Strona 1 z 2

Bo w szarości tkwi siła

: 2022-03-11, 20:37
autor: Wiolcia
Trzydniówka w rzadziej odwiedzanym Beskidzie Sądeckim. Bez pogody. Ale czadowo szara.

Obrazek

Relacja: http://www.kuzniapodrozy.pl/piwniczna-c ... liaszowka/

: 2022-03-11, 20:55
autor: włodarz
O! O takich szarościach można powiedzieć - klimatyczne. Kiedyś miałem podobnie na Czarnej Górze w Sudetach.

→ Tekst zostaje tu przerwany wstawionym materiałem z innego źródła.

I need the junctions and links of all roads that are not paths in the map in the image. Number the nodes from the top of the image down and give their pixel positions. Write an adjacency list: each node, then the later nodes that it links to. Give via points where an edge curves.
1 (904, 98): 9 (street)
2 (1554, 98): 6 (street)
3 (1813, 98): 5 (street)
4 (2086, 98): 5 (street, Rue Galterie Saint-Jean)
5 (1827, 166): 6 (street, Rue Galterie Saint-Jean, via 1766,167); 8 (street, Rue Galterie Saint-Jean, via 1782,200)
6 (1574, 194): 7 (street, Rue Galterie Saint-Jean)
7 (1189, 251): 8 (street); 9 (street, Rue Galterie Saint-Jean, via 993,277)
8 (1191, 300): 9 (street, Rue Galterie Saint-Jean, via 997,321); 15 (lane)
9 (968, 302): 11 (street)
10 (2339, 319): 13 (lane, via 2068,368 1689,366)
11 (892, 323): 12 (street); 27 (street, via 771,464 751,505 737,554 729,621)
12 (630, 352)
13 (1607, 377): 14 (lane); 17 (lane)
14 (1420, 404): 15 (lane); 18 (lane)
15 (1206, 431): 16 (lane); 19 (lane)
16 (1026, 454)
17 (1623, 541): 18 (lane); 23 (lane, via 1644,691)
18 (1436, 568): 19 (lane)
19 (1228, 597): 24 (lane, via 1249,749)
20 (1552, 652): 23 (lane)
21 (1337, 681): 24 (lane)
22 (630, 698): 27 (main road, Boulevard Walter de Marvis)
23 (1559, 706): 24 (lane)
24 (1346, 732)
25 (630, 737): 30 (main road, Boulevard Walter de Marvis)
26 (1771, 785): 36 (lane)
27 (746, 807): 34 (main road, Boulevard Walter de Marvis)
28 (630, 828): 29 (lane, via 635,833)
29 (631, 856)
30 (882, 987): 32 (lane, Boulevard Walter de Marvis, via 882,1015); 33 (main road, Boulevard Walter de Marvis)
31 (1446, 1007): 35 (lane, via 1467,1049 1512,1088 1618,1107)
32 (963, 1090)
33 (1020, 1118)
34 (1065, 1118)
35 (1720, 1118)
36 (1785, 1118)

Pamiętam, że jeśli na zdjęciu trafił się jakiś kolorowy szczegół to wyglądał jak domalowany, nie z tej bajki.

: 2022-03-11, 21:05
autor: Piotrek
Niby szarówka ale jednak mieni sie odcieniami :)

: 2022-03-12, 03:59
autor: Adrian
Niby słońca nie za wiele, a jednak klimat prawdziwej białej zimy ma się dobrze :)

: 2022-03-12, 04:05
autor: Lidka
Będziesz miała co wybierać do tematycznego konkursu foto ;) Tylko, z drugiej strony, czy to była "brzydka" pogoda, skoro takie piękne zdjęcia? :)

: 2022-03-12, 16:42
autor: Wiolcia
włodarz pisze:O! O takich szarościach można powiedzieć - klimatyczne. Kiedyś miałem podobnie na Czarnej Górze w Sudetach. Pamiętam, że jeśli na zdjęciu trafił się jakiś kolorowy szczegół to wyglądał jak domalowany, nie z tej bajki.

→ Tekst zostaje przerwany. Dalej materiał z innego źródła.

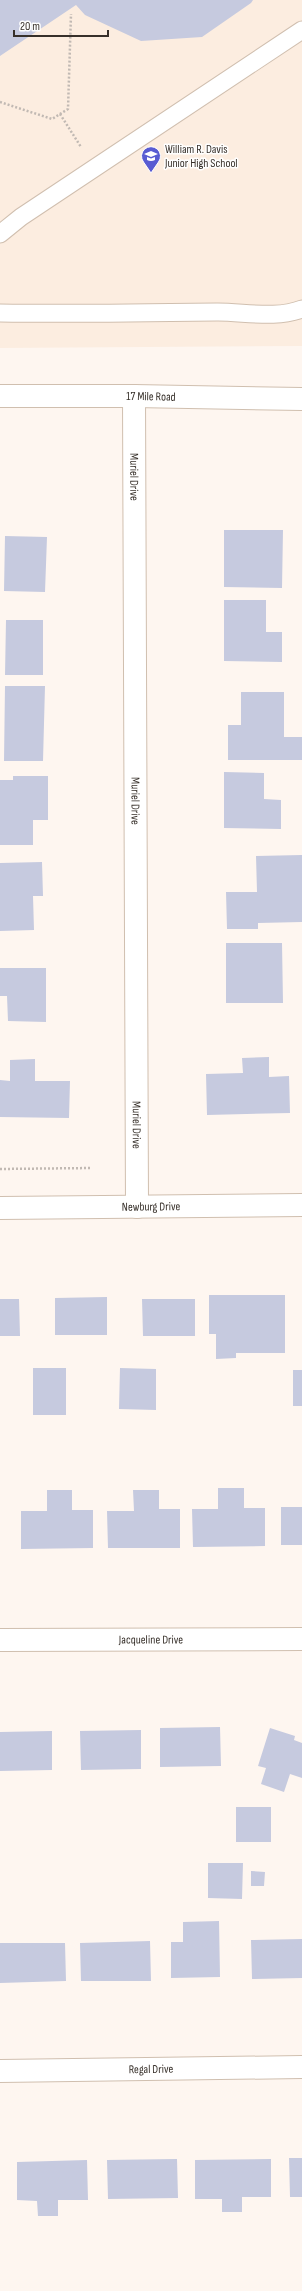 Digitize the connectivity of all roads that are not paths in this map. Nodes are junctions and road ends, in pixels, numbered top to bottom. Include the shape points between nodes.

To jak ten żółty znak szlaku. Obcy kolorystycznie element w krajobrazie.

Piotrek pisze:Niby szarówka ale jednak mieni sie odcieniami :)

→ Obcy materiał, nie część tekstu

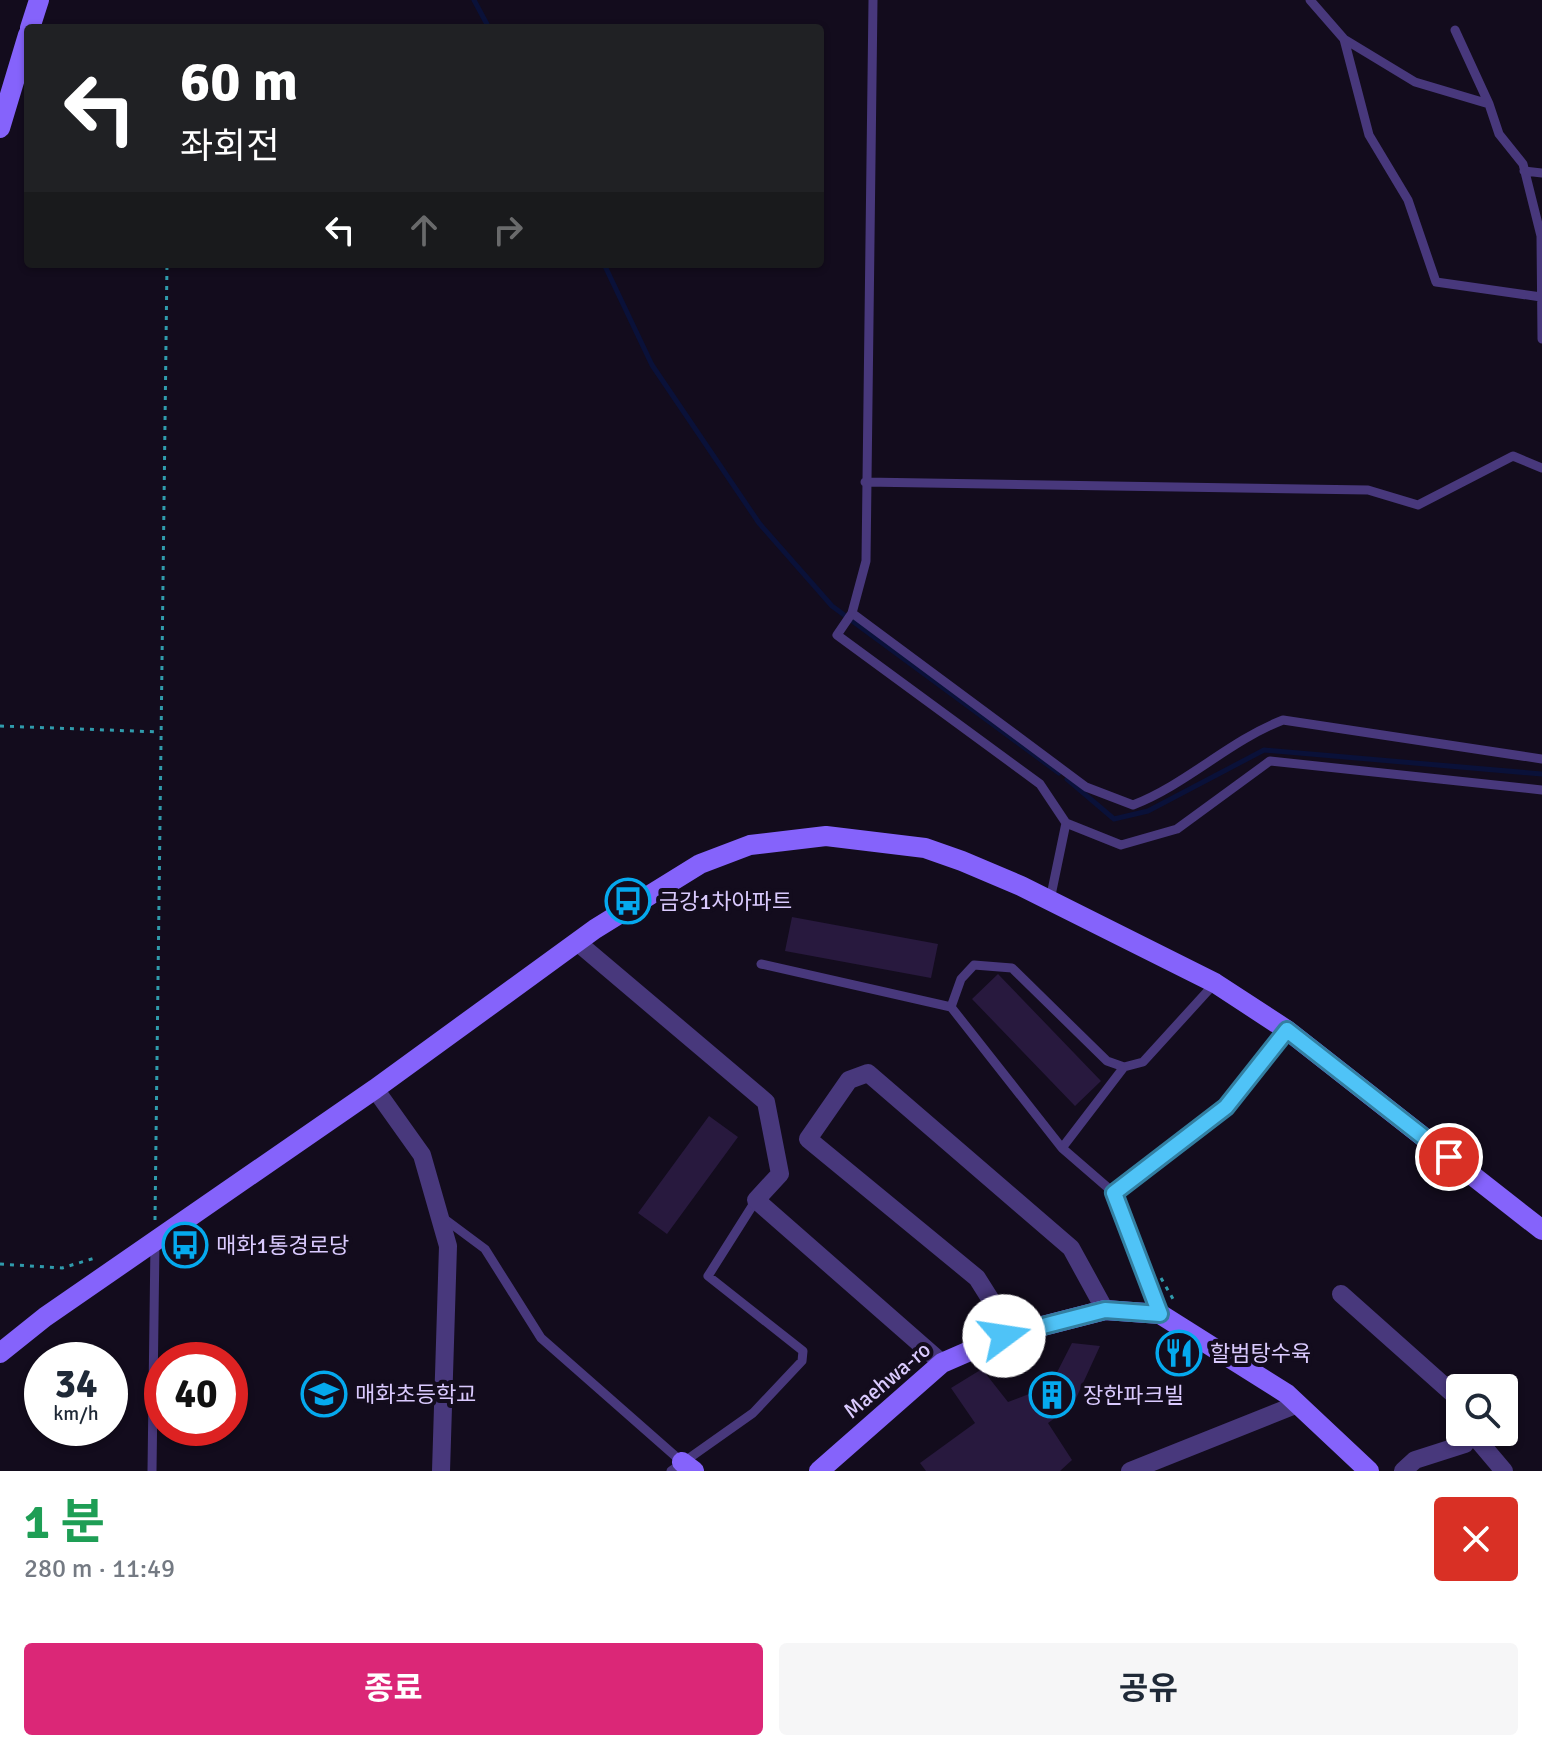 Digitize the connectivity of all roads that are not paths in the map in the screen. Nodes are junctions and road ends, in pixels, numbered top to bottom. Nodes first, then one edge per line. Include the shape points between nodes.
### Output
1 (39, 0) edge
2 (873, 0) edge
3 (1310, 0) edge
4 (31, 24) edge
5 (1455, 30) dead end
6 (1344, 39) junction
7 (24, 48) edge
8 (1489, 104) junction
9 (0, 128) edge
10 (1524, 171) junction
11 (1542, 173) edge
12 (1541, 297) edge
13 (1542, 339) edge
14 (1542, 468) edge
15 (865, 482) junction
16 (852, 613) junction
17 (1542, 759) edge
18 (1542, 790) edge
19 (1066, 823) junction
20 (1050, 900) junction
21 (577, 942) junction
22 (761, 964) dead end
23 (1215, 983) junction
24 (951, 1007) junction
25 (1287, 1030) junction
26 (1124, 1067) junction
27 (375, 1089) junction
28 (1062, 1148) junction
29 (1114, 1193) junction
30 (756, 1200) junction
31 (439, 1215) junction
32 (1542, 1230) edge
33 (155, 1240) junction
34 (1341, 1294) dead end
35 (1105, 1310) junction
36 (1160, 1314) junction
37 (1004, 1336) junction
38 (0, 1353) edge
39 (942, 1363) junction
40 (1446, 1388) edge
41 (1298, 1404) junction
42 (1459, 1446) edge
43 (1483, 1446) edge
44 (682, 1468) edge
45 (1361, 1468) edge
46 (152, 1471) edge
47 (441, 1471) edge
48 (819, 1471) edge
49 (1130, 1471) edge
50 (1403, 1471) edge
51 (1504, 1471) edge

1 - 4 street
2 - 15 lane
3 - 6 lane
5 - 8 lane
6 - 8 lane via 1415,82
6 - 12 lane via 1369,135 1408,200 1436,282
7 - 9 street
8 - 10 lane via 1499,134
10 - 11 lane
10 - 12 lane via 1541,236
12 - 13 lane
14 - 15 lane via 1513,456 1418,505 1368,490
15 - 16 lane via 866,561
16 - 17 lane via 1086,787 1133,805 1155,797 1253,732 1283,720
16 - 19 lane via 837,635 1040,784
18 - 19 lane via 1270,761 1177,829 1121,845
19 - 20 lane
20 - 21 street via 925,848 826,836 776,840 700,864
20 - 23 street
21 - 27 street
21 - 30 street via 766,1102 780,1174
22 - 24 lane
23 - 25 street
23 - 26 lane via 1143,1062
24 - 26 lane via 961,979 974,965 1012,968 1107,1061
24 - 28 lane
25 - 29 lane via 1226,1107
25 - 32 street
26 - 28 lane
27 - 31 street via 422,1155
27 - 33 street
28 - 29 lane
29 - 36 lane
30 - 39 street
30 - 44 lane via 708,1276 803,1351 802,1361 753,1413
31 - 44 lane via 485,1249 541,1338
31 - 47 street via 448,1246
33 - 38 street
33 - 46 lane
34 - 40 street
35 - 36 street, Maehwa-ro
35 - 37 street, Maehwa-ro
35 - 37 street via 1071,1248 868,1073 849,1080 808,1139 977,1278 994,1305
36 - 41 street, Maehwa-ro
37 - 39 street, Maehwa-ro
39 - 48 street, Maehwa-ro
41 - 45 street, Maehwa-ro
41 - 49 street
42 - 50 street via 1415,1460
43 - 51 street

Adrian pisze:Niby słońca nie za wiele, a jednak klimat prawdziwej białej zimy ma się dobrze :)

Dzień wcześniej śniegu napadało i zrobiło się zupełnie inaczej. Gdyby nie ten śnieg, byłoby szaro, ale beznadziejnie szaro.

Lidka pisze:Będziesz miała co wybierać do tematycznego konkursu foto ;) Tylko, z drugiej strony, czy to była "brzydka" pogoda, skoro takie piękne zdjęcia? :)

No właśnie, niby brzydka, ale dla mnie ciekawsza niż błękitne niebo, śnieg i czarne drzewa, już bez śniegu.

: 2022-03-12, 17:22
autor: opawski1
Czyli jednak dotarłaś w Beskid Sądecki, gdy wspomniałaś mi o tym wyjeździe przez chwilę o nim myślałem, ale jednak zrezygnowałem ;)
Pogoda niby taka szara, ale parę ujęć wyszło Ci ładnie.
Widzę, że szłaś żółtym szlakiem z Piwnicznej za pijalnią. Szedłem nim we wrześniu... no i go zgubiłem na łąkach powyżej Piwnicznej. Nie wiem dlaczego, na drzewach pozamalowywane były znaki, potem zszedłem gdzieś w przysiółek i pogonił mnie pies. W końcu porzuciłem zółty i zszedłem na przełaj do Łomnicy, do kapliczki już nie dotarłem. Myślałem, że może szlak został zlikwidowany, bo na mapach był, a w terenie był zamalowany, ale widzę że jednak jest, ja musiałem źle pójść jakoś ;)
aa i w Piwnicznej jest pijalnia wody, taka ogólnodostępna? Ja nie umiałem znaleźć :)

: 2022-03-12, 17:42
autor: laynn
O plecaki to widziałem ogłoszenie, ech Jola :D a, te kilka zdjęć z krótkiego odcinka extra!
Ja jednak czekam na wiosnę i wtedy może też odwiedzę, ten rejon, tylko raz przeze mnie odwiedzony :) bo tam pięknie jest!

: 2022-03-12, 17:45
autor: Wiolcia
Ten szlak zmienił przebieg, nie skręca się za pijalnią, jak pokazują jeszcze niektóre mapy, tylko idzie dalej drogą, by skręcić dopiero po jakichś pięciu minutach. Na mapie turystycznej już jest ten nowy wariant. To źródełko jest od razu za parkingiem, można się napić, ale woda straszna - jak to zdrojowa. Powyżej na żółtym szlaku jest też inne źródełko, ze zwykłą wodą. A pijalnia oficjalna jest chyba ogólnodostępna, choć nie sprawdzaliśmy.

: 2022-03-12, 17:50
autor: Wiolcia
laynn pisze:O plecaki to widziałem ogłoszenie, ech Jola :D a, te kilka zdjęć z krótkiego odcinka extra!
Ja jednak czekam na wiosnę i wtedy może też odwiedzę, ten rejon, tylko raz przeze mnie odwiedzony :) bo tam pięknie jest!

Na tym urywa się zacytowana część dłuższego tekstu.